- Your objective:
Only the lines from the start of the entries up to and including the line with "Extract the road" should be written out, exactly as they stand.

Stored data entries:
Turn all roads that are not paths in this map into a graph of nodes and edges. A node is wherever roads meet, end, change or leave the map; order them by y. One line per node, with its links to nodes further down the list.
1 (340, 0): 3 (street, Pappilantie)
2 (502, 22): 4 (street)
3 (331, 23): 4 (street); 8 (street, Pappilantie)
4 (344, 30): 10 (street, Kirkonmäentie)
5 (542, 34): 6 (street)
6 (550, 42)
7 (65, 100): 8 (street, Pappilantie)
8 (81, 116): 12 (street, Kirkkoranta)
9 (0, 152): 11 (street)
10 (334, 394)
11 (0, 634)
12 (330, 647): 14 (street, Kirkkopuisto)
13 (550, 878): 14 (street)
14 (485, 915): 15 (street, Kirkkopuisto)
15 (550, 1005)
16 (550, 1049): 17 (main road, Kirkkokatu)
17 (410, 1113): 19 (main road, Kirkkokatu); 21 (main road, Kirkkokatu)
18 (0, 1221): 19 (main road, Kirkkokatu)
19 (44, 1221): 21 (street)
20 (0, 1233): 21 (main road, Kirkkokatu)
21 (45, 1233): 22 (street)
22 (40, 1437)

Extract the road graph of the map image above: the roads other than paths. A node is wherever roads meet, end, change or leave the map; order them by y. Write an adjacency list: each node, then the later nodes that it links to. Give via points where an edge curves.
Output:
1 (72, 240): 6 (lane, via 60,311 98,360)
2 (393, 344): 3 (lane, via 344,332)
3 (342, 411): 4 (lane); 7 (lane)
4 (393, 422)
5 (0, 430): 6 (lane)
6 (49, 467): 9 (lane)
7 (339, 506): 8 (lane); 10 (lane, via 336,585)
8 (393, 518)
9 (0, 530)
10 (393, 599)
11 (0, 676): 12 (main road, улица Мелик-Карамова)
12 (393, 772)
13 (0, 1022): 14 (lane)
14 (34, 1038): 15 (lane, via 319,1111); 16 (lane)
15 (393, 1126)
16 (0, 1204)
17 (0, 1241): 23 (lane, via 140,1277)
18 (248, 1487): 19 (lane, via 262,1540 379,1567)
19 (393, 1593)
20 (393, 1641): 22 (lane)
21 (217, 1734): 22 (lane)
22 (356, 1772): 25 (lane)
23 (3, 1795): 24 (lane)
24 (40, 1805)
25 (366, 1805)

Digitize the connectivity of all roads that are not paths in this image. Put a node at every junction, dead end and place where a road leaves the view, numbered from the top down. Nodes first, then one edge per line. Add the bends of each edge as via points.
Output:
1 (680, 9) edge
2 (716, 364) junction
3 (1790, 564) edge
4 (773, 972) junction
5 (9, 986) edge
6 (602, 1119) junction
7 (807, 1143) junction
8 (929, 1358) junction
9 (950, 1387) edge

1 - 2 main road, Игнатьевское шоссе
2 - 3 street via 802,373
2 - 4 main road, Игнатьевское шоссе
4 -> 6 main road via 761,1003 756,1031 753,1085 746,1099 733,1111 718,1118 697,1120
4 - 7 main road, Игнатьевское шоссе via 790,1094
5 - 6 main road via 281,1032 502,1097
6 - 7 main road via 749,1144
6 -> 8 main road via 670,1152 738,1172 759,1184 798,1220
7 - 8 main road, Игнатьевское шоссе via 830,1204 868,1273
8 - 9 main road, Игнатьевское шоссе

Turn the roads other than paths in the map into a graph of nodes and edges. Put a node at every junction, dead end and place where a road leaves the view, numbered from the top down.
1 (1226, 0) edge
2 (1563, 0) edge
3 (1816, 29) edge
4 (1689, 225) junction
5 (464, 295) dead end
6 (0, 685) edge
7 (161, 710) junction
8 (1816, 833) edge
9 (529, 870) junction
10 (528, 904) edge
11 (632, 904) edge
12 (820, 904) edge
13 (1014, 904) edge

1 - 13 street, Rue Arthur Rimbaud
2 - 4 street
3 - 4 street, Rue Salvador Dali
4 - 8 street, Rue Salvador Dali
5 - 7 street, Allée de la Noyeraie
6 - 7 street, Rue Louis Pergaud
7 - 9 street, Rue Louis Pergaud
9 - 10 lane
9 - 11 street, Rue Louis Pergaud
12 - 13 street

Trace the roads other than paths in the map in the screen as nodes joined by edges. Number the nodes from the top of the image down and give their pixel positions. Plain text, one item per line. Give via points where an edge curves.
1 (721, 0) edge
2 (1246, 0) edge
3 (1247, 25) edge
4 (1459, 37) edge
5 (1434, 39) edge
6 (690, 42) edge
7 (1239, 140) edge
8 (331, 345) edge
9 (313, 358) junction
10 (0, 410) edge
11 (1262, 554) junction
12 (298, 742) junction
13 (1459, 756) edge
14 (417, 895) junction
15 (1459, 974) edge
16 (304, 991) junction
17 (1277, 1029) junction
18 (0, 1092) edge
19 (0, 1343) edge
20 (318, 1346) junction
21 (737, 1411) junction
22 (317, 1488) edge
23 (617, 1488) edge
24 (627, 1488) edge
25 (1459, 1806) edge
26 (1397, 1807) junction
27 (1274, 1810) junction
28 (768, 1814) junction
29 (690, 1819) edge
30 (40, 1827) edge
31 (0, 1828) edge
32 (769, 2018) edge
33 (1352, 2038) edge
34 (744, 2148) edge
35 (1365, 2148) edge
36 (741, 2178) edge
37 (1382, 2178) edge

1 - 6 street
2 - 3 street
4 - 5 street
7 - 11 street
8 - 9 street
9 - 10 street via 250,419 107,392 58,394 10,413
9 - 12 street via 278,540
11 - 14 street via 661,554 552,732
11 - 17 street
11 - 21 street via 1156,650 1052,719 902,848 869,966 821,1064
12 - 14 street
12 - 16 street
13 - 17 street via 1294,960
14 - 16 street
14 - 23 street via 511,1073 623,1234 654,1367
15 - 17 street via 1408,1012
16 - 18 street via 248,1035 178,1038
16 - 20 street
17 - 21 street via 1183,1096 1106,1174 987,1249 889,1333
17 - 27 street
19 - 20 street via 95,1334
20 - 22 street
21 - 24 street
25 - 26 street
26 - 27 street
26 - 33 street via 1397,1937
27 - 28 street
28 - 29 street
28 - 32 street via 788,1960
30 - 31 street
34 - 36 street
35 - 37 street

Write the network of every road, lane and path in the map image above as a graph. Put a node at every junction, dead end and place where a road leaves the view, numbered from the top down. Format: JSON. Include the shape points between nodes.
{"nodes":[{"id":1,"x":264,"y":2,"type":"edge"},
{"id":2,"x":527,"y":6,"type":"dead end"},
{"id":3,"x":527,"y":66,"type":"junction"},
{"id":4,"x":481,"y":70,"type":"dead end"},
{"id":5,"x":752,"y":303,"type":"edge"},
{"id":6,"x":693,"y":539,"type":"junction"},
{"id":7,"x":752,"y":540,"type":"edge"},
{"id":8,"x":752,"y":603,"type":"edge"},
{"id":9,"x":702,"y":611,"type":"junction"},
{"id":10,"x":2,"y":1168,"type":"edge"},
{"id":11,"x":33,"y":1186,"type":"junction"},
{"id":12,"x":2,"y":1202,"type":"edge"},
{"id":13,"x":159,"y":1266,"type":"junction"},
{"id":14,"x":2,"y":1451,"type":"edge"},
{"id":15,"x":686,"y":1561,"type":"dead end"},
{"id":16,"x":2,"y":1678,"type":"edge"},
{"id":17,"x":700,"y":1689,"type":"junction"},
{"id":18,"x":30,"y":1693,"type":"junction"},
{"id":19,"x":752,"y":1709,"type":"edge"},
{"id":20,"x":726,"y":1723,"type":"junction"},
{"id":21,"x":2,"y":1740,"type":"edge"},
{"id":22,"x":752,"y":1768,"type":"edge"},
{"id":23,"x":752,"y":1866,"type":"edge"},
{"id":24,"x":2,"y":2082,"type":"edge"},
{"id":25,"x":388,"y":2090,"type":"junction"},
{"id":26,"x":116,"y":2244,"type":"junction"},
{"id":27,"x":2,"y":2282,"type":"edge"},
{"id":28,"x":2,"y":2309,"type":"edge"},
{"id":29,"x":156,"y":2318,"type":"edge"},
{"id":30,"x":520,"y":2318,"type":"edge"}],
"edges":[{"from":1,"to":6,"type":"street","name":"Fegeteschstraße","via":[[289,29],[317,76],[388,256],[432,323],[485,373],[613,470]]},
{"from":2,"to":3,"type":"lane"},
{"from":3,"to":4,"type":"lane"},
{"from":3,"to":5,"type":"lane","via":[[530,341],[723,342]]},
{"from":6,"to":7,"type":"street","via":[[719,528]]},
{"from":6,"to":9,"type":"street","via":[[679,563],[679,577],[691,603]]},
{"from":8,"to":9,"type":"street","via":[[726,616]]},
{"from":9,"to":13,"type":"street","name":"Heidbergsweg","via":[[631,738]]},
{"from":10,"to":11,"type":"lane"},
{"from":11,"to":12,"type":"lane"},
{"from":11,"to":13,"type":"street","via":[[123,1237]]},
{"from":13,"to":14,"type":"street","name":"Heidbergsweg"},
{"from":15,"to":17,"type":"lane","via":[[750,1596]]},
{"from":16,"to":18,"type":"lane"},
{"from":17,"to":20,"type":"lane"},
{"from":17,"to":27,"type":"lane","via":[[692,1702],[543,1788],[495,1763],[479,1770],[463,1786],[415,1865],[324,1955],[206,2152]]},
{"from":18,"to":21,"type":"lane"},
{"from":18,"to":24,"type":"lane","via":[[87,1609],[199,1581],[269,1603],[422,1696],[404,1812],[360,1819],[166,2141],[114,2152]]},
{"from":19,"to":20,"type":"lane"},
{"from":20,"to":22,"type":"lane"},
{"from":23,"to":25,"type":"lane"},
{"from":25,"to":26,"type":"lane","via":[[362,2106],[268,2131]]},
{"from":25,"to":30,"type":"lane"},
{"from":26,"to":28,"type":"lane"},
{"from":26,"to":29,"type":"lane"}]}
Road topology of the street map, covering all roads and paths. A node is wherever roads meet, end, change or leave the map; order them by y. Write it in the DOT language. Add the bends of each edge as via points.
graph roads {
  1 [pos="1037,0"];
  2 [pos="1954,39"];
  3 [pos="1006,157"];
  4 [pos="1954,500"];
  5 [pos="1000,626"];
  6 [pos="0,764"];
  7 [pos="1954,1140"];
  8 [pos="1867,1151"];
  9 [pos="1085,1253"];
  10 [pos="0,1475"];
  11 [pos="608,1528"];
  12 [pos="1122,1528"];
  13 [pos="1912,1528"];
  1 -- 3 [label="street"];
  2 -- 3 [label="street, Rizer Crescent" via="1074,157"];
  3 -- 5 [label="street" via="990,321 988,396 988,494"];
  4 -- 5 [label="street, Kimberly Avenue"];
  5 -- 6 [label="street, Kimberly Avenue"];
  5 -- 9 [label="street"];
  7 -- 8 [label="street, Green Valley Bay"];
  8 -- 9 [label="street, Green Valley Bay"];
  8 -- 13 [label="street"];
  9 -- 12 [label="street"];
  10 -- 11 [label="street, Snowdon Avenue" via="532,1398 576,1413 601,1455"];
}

- Answer for this exercise:
Turn all roads that are not paths in this map into a graph of nodes and edges. A node is wherever roads meet, end, change or leave the map; order them by y. One line per node, with its links to nodes further down the list.
1 (340, 0): 3 (street, Pappilantie)
2 (502, 22): 4 (street)
3 (331, 23): 4 (street); 8 (street, Pappilantie)
4 (344, 30): 10 (street, Kirkonmäentie)
5 (542, 34): 6 (street)
6 (550, 42)
7 (65, 100): 8 (street, Pappilantie)
8 (81, 116): 12 (street, Kirkkoranta)
9 (0, 152): 11 (street)
10 (334, 394)
11 (0, 634)
12 (330, 647): 14 (street, Kirkkopuisto)
13 (550, 878): 14 (street)
14 (485, 915): 15 (street, Kirkkopuisto)
15 (550, 1005)
16 (550, 1049): 17 (main road, Kirkkokatu)
17 (410, 1113): 19 (main road, Kirkkokatu); 21 (main road, Kirkkokatu)
18 (0, 1221): 19 (main road, Kirkkokatu)
19 (44, 1221): 21 (street)
20 (0, 1233): 21 (main road, Kirkkokatu)
21 (45, 1233): 22 (street)
22 (40, 1437)

Extract the road graph of the map image above: the roads other than paths. A node is wherever roads meet, end, change or leave the map; order them by y. Write an adjacency list: each node, then the later nodes that it links to. Give via points where an edge curves.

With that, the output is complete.